Anticariogenic and phytochemical evaluation of Eucalyptus globules Labill.

In the present study, in vitro anticariogenic potential of ethyl acetate, hexane and methanol and aqueous extracts of plant leaves of Eucalyptus globules Labill. were evaluated by using four cariogenic bacteria, Lactobacillus acidophilus, Lactobacillus casei, Staphylococcus aureus and Streptococcus mutans. Agar well diffusion method and minimum inhibitory concentration (MIC) were used for this purpose.
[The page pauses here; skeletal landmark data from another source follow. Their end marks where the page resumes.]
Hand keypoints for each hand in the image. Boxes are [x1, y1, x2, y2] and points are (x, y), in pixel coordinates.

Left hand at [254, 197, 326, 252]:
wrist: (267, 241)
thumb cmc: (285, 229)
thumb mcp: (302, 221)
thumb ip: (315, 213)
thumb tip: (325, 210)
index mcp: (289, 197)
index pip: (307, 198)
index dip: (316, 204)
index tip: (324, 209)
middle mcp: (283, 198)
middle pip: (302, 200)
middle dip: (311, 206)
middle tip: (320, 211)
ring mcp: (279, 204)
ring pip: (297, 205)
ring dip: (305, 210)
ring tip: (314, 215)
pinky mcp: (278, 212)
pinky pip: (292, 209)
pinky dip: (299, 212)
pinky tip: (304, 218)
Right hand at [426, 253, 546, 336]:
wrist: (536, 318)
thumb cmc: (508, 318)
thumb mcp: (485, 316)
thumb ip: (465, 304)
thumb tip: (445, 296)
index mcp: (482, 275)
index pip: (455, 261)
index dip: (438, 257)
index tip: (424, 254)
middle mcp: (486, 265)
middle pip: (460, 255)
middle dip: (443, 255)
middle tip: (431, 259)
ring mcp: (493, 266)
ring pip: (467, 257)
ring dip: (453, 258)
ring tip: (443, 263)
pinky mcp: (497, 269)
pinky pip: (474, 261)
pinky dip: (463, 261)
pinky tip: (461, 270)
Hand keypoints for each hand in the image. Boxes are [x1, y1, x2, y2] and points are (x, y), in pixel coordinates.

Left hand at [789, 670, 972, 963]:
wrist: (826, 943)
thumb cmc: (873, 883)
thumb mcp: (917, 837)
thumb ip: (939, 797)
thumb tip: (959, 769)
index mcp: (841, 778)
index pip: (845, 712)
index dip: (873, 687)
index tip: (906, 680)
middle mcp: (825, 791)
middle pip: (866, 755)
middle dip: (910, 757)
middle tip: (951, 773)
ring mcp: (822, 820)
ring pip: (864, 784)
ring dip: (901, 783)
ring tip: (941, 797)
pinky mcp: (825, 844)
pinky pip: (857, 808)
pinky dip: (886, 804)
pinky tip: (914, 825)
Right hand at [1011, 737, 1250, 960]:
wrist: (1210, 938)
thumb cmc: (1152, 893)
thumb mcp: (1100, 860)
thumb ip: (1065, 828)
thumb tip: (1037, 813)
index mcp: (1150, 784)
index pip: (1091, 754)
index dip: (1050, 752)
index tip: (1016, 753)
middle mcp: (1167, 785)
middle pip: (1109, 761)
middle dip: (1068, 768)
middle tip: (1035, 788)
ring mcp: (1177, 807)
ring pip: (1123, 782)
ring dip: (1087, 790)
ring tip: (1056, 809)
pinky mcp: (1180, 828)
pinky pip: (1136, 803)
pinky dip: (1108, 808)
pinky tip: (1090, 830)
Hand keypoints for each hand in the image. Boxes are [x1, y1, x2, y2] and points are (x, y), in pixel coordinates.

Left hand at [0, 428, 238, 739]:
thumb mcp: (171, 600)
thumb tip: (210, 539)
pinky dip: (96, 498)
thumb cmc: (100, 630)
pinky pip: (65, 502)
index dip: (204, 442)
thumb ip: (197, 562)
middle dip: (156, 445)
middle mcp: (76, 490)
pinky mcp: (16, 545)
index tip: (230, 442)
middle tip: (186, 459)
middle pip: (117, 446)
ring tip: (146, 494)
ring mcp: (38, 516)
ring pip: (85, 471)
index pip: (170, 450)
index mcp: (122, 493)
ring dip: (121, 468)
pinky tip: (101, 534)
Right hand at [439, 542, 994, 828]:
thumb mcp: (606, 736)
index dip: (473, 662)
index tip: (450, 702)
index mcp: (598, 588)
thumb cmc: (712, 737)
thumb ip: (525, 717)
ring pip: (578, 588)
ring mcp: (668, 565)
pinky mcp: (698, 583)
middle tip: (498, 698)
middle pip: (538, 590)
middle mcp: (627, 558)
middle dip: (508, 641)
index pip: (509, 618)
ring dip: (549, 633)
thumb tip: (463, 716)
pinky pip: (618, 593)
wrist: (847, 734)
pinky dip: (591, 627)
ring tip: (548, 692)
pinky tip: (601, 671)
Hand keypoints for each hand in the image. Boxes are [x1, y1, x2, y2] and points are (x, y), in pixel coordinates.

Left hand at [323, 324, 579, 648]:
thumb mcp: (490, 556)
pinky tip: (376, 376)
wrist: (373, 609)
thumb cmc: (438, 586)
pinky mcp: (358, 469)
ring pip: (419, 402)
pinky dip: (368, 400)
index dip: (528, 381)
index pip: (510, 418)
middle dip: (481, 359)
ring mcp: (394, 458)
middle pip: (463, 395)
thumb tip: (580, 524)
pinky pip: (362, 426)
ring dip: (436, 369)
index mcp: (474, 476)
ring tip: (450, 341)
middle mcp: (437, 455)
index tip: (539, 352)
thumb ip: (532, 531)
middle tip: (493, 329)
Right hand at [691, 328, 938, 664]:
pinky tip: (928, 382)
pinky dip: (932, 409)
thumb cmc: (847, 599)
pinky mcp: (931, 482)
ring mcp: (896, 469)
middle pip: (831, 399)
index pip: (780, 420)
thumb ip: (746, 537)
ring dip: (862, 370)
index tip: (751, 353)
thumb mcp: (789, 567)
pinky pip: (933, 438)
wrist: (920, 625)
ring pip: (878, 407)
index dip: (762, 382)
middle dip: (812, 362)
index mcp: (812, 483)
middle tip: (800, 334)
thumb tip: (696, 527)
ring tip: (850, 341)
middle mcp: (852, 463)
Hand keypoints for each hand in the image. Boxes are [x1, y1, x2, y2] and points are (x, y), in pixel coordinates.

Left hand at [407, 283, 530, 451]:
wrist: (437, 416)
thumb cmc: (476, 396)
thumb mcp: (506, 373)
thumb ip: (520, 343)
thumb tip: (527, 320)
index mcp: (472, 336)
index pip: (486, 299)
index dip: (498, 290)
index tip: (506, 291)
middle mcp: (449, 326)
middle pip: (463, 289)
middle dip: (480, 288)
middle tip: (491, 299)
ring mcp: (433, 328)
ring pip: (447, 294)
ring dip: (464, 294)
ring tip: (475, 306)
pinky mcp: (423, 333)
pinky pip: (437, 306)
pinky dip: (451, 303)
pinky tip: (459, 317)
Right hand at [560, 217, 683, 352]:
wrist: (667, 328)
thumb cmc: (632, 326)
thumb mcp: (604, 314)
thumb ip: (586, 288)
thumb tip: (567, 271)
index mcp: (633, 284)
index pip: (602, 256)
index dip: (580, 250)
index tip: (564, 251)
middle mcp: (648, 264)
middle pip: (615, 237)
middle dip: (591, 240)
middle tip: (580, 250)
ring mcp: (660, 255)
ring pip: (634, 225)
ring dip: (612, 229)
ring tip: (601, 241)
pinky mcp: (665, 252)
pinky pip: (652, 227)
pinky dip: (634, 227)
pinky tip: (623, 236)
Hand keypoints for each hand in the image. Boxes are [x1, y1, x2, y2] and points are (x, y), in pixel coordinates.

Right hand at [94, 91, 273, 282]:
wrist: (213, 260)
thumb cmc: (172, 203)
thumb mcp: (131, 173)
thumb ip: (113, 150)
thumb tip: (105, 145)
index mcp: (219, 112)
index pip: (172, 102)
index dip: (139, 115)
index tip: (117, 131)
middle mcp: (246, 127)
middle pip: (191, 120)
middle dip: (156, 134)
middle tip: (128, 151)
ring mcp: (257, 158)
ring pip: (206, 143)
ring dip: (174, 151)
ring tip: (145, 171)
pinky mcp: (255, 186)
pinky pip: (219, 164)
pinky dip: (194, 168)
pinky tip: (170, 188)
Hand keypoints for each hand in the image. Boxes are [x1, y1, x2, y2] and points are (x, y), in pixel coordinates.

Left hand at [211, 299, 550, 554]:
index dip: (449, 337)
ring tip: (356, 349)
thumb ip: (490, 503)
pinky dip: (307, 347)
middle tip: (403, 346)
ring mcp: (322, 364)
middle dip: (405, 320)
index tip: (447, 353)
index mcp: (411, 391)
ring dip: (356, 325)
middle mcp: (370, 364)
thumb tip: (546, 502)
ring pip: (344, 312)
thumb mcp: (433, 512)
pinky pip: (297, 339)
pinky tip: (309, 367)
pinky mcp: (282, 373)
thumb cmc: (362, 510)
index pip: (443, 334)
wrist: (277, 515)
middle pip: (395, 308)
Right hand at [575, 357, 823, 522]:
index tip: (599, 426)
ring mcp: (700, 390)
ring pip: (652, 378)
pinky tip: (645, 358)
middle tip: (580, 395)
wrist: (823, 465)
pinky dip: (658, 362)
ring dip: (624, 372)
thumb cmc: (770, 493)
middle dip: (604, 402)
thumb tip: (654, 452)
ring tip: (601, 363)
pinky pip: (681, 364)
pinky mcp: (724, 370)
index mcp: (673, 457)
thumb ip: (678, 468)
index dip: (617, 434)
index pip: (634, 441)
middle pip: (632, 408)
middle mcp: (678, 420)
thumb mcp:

The ethyl acetate extracted fraction of plant leaves showed good inhibitory effects against all selected bacteria. In Eucalyptus globules, hexane and ethyl acetate extracts found highly effective against, Lactobacillus acidophilus with MIC value of 0.031 and 0.062 mg/mL, respectively. Qualitative phytochemical investigation of above extracts showed the presence of alkaloids, phenolic compounds, steroids, cardiac glycosides and terpenes. Based on the MIC value and bioautography, ethyl acetate of plant leaf was selected for further study. Further investigation on the structure elucidation of the bioactive compound using IR, GC-MS and NMR techniques revealed the presence of alpha-farnesene, a sesquiterpene. Eucalyptus globules plant leaf extracts have great potential as anticariogenic agents that may be useful in the treatment of oral disease.